We identify the language with:

(1) hadoop jar ./behemoth-lang*job.jar com.digitalpebble.behemoth.languageidentification.LanguageIdDriver -i crawlpdf-Tika -o crawlpdf-Tika-lang

From the command line output or the hadoop jobtracker, one can see the distribution of languages in a corpus: 

Then we can filter on the language ID, in this case 'en' - for  English.

After having identified the languages, the filtering can be done either by using the CorpusFilter from the core module:

hadoop jar behemoth-core*-SNAPSHOT-job.jar com.digitalpebble.behemoth.util.CorpusFilter -D -i crawlpdf-Tika-lang -o crawlpdf-Tika-EN

Note that we could have done the same as part of the language identification step with :

(2) hadoop jar behemoth-lang*-SNAPSHOT-job.jar com.digitalpebble.behemoth.languageidentification.LanguageIdDriver -D -i crawlpdf-Tika -o crawlpdf-Tika-EN

If you are only interested in filtering, the first step shown here is optional - the identification and filtering can be done in one step as shown in (2). The corresponding jobtracker output would look like this: 



Having filtered out all unwanted documents, we create the vectors representing the Behemoth documents, thanks to the resources in the Mahout module : 

hadoop jar ./behemoth-mahout*job.jar com.digitalpebble.behemoth.mahout.SparseVectorsFromBehemoth -i crawlpdf-Tika-EN -o crawl-pdf-vec --namedVector

Having successfully finished the preprocessing and vector generation with Behemoth, we now change to Mahout (available here) to do the clustering.

Using kmeans clustering in Mahout, there are two ways of generating the initial clusters:

1) One can specify the desired number of output clusters and the initial centroids are generated as a first step in kmeans. This will probably be best, if you do not know your data very well, but do know how many clusters you want to have in the end. 

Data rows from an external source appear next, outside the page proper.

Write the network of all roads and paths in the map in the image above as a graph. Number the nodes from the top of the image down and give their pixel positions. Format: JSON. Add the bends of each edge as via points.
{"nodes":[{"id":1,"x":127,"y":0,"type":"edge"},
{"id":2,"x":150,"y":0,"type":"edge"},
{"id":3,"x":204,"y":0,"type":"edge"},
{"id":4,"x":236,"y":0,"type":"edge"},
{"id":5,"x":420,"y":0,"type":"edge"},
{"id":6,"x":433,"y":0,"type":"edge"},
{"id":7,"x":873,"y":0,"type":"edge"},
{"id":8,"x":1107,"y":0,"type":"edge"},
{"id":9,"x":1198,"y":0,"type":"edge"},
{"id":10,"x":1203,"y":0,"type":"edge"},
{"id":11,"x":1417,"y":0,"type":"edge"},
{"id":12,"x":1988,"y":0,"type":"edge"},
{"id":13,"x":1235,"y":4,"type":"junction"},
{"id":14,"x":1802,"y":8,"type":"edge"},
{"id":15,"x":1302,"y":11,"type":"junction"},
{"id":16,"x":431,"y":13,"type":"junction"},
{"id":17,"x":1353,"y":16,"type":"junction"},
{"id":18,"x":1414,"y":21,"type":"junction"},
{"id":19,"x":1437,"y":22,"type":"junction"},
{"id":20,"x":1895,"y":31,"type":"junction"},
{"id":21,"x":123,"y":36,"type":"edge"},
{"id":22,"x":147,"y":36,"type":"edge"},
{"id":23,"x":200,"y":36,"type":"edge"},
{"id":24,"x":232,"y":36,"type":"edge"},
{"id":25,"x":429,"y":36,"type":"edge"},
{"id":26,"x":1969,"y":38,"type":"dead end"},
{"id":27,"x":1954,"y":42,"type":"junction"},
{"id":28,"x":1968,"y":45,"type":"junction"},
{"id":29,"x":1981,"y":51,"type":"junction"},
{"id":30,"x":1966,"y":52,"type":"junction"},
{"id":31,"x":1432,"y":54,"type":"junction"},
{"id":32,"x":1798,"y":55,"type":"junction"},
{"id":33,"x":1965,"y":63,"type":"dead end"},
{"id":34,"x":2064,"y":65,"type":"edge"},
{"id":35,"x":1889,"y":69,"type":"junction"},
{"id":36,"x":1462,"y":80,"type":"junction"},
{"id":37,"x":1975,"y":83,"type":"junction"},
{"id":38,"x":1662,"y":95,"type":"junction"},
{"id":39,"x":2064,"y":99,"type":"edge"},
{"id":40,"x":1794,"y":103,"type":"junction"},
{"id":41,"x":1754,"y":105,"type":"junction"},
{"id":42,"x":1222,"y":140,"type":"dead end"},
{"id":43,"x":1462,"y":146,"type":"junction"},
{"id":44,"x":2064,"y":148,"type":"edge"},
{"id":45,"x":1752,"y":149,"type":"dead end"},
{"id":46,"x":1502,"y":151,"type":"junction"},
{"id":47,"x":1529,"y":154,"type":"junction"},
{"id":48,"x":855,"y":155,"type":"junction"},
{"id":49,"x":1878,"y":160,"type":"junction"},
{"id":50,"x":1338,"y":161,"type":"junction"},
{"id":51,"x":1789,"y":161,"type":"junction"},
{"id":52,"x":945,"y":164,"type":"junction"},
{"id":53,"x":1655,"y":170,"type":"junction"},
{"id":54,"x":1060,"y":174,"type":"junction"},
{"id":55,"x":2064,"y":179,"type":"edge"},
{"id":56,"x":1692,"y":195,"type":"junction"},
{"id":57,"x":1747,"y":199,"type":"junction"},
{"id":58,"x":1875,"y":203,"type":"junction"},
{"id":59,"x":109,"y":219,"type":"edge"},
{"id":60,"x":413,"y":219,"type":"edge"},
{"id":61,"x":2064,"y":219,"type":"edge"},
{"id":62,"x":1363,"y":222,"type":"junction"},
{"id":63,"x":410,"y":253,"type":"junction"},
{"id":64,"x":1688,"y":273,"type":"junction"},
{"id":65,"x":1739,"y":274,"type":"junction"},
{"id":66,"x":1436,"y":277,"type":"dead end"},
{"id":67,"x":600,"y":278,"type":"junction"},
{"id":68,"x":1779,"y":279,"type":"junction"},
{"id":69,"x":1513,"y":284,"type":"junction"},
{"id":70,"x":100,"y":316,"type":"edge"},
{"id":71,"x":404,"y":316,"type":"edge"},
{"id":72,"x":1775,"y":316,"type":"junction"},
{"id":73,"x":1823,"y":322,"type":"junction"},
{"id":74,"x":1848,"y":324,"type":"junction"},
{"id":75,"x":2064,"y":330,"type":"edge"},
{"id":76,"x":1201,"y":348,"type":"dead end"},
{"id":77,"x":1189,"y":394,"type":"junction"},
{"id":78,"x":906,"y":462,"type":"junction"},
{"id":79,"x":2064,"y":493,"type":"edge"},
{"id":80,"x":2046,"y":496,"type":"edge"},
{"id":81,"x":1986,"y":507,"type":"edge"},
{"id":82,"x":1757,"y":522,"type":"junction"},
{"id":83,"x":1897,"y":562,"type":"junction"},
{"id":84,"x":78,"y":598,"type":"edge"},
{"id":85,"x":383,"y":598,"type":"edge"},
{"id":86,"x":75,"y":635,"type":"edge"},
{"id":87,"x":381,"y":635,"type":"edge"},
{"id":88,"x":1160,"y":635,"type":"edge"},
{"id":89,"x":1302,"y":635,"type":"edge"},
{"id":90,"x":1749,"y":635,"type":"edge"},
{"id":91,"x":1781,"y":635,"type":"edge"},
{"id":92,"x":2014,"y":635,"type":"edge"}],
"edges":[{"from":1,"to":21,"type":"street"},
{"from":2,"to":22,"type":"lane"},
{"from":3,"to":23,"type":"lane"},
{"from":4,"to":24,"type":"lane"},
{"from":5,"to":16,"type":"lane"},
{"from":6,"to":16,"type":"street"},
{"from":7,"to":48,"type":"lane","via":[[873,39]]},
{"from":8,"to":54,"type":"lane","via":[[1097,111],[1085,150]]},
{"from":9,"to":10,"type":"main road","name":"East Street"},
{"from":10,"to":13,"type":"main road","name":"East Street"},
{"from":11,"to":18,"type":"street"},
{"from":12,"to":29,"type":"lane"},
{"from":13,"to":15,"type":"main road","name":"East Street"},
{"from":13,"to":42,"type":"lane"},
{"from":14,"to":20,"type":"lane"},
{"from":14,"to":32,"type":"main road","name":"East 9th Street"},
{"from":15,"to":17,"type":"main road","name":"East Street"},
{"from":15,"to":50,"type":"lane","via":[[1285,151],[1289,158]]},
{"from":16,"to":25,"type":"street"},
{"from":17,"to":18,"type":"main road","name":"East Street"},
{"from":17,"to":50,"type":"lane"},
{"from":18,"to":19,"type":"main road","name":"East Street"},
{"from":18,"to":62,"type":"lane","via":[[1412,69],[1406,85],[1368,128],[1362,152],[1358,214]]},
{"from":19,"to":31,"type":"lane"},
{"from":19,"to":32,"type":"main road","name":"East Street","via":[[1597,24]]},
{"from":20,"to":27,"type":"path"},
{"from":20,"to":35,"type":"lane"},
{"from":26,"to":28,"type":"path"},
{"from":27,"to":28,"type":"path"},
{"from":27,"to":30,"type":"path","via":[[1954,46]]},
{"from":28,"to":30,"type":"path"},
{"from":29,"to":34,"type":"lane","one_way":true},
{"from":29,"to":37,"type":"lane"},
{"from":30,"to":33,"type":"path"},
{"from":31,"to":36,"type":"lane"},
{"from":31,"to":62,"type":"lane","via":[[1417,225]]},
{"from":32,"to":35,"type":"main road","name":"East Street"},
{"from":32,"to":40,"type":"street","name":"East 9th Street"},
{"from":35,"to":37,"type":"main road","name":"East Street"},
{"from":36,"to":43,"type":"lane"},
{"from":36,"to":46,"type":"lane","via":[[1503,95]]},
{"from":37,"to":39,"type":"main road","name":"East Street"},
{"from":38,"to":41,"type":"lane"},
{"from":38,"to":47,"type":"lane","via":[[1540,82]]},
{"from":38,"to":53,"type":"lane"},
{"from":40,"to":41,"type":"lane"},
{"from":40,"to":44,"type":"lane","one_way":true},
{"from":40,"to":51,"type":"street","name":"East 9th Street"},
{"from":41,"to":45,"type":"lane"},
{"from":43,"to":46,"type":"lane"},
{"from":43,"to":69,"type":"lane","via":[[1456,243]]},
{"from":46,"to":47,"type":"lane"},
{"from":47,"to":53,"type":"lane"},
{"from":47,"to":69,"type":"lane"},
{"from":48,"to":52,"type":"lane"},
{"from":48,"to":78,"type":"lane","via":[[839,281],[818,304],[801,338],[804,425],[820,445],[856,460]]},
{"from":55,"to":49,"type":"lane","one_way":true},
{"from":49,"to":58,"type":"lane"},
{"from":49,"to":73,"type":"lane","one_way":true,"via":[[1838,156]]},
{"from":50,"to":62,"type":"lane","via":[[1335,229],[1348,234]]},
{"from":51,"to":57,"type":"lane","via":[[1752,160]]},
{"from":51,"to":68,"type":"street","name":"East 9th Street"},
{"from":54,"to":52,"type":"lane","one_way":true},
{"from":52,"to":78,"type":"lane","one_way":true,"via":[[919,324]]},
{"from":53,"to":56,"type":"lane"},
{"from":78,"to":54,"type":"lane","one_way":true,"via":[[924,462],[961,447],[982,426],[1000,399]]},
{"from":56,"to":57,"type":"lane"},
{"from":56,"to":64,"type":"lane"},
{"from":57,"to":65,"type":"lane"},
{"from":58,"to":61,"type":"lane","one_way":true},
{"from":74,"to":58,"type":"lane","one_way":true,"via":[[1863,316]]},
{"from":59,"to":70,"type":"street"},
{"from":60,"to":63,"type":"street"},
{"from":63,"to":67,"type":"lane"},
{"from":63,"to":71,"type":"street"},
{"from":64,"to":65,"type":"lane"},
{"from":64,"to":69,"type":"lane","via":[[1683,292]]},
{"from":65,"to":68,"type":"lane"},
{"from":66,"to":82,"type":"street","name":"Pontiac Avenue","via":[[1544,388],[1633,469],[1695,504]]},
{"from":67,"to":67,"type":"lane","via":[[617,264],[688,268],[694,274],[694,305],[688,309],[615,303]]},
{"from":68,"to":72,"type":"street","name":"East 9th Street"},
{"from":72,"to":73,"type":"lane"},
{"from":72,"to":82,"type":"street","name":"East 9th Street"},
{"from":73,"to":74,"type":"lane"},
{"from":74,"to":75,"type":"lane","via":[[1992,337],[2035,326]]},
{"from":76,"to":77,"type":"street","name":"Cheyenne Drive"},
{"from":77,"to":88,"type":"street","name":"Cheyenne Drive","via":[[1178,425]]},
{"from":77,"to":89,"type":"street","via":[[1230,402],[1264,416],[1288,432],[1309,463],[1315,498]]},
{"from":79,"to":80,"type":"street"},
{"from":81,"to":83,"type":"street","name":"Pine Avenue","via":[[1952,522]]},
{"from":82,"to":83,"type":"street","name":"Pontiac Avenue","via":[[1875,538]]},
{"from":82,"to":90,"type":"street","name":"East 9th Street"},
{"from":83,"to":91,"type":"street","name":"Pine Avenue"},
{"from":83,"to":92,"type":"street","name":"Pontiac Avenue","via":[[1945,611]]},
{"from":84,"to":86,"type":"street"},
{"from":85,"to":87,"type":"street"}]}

2) Another option is to use canopy clustering, where you define a minimal distance between the centroids and the number of clusters depends on that distance and obviously also on the distance measure used.
There are ways to calculate the average distance between vectors in your corpus beforehand: 
Using more appropriate values for the distance will probably give a more representative clustering result. 

From your mahout folder: 

Thus, creating the initial centroids with canopy clustering:

mahout canopy -i crawl-pdf-vec/tfidf-vectors -o crawl-pdf-vec/canopy-centroids -dm org.apache.mahout.common.distance.TanimotoDistanceMeasure -t1 0.1 -t2 0.5 -cl

Then you call kmeans, while specifying the newly-generated canopy-centroids in the c-argument. The distance measure used here is Tanimoto, which takes into account the document length.

mahout kmeans -i crawl-pdf-vec/tfidf-vectors -o crawl-pdf-vec/clusters -c crawl-pdf-vec/canopy-centroids/clusters-0-final  -dm org.apache.mahout.common.distance.TanimotoDistanceMeasure -x 10 -cd 0.1 -cl

Since we’re interested in seeing what documents are allocated to which cluster, the ClusterDocIDDumper in the Mahout module in Behemoth comes in useful: 

hadoop jar ./behemoth-mahout*job.jar com.digitalpebble.behemoth.mahout.util.ClusterDocIDDumper -i crawl-pdf-vec/clusters/clusteredPoints  -o crawl-pdf-vec/clusterID

To extract the results to the local file system:

hadoop fs -text crawl-pdf-vec/clusterID > crawlpdf-clusterID

et voila:

….    6    37    19    23    42    43    44    10


This was merely an exercise meant to illustrate some of the capabilities of Behemoth and how it could be used to process the CommonCrawl dataset. There are  more modules  available, such as the GATE or UIMA ones that we could have used to extract named entities, or the SOLR module to index the documents. 

We actually used the CommonCrawl dataset with Behemoth for one of our clients in order to identify CVs automatically using our  text classification module alongside the Tika, GATE and Language ID modules. This was a great way of checking some of our assumptions before applying the same processes to the output of a Nutch crawl. CommonCrawl is a great resource and if you need to do some text processing on its content, it's very likely that Behemoth and that at least one of its existing modules should be useful.